_EXERCISE_
Count every line below that holds "Șapcă". The answer is the number alone.

(DATA LISTING)

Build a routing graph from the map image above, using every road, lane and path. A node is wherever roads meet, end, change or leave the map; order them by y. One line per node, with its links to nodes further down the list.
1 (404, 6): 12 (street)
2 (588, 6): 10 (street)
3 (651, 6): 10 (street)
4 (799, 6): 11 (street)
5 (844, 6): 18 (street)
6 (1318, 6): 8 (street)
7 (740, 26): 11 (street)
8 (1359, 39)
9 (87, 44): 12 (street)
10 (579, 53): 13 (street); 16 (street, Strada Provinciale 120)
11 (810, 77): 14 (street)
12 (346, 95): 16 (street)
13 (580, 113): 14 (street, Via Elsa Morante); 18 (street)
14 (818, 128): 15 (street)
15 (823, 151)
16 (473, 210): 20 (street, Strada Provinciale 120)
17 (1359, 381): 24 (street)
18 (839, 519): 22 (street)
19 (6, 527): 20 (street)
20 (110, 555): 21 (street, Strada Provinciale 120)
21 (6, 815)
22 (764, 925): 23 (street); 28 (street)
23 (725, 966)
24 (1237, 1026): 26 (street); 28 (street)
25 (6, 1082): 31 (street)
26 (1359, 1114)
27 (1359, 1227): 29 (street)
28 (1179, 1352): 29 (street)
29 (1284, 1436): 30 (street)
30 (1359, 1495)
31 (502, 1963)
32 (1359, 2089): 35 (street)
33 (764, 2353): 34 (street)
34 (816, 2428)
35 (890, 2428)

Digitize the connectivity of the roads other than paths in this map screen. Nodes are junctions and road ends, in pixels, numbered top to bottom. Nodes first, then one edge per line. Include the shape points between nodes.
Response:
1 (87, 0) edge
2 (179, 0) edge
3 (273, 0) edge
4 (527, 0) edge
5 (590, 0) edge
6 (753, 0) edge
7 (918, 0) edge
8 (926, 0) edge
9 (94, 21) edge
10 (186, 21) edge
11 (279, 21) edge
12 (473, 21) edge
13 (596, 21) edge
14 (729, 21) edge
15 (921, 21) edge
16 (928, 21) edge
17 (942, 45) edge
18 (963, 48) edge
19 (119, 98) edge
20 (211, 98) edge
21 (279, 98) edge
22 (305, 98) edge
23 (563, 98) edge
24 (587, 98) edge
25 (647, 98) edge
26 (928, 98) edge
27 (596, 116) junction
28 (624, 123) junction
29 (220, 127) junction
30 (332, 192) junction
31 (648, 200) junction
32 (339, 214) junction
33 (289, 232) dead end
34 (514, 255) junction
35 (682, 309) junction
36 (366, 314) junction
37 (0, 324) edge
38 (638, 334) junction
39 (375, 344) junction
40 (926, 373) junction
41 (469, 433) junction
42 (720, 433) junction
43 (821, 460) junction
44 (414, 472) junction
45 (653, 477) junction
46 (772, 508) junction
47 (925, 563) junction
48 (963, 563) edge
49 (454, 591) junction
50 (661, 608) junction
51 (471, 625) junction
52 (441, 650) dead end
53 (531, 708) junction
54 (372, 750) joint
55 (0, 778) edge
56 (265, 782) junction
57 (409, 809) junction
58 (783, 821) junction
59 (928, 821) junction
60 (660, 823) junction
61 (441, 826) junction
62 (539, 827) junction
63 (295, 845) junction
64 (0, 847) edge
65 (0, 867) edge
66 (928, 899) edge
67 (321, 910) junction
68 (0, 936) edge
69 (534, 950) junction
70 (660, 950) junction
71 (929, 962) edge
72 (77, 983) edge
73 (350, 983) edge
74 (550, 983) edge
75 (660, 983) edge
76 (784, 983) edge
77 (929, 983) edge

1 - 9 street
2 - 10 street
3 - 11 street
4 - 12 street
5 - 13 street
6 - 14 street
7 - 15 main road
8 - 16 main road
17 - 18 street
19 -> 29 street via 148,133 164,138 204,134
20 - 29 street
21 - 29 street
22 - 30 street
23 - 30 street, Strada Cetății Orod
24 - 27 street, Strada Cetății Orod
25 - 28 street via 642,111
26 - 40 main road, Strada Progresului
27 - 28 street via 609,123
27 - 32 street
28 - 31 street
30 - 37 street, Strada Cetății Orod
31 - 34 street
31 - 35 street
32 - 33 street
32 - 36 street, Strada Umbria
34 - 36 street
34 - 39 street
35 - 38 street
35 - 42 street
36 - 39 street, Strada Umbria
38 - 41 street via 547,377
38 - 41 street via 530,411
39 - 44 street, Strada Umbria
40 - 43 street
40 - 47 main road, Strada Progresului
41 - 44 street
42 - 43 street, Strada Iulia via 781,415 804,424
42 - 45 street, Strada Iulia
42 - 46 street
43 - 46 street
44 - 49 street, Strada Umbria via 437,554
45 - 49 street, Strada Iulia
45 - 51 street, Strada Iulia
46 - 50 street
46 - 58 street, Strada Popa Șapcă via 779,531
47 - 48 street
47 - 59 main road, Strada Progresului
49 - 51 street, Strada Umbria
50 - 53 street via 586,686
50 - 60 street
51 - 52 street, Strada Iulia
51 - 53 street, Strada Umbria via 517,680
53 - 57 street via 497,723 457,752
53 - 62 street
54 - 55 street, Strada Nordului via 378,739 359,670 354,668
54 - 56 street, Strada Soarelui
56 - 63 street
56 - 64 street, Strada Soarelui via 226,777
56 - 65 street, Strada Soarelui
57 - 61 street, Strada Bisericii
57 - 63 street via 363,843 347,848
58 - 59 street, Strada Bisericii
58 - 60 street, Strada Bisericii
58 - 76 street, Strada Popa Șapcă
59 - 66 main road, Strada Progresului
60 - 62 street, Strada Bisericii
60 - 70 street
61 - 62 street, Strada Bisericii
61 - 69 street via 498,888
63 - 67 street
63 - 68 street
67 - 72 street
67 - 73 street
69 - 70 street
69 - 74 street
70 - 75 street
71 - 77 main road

(End DATA LISTING)

_ANSWER FOR THE TASK_
2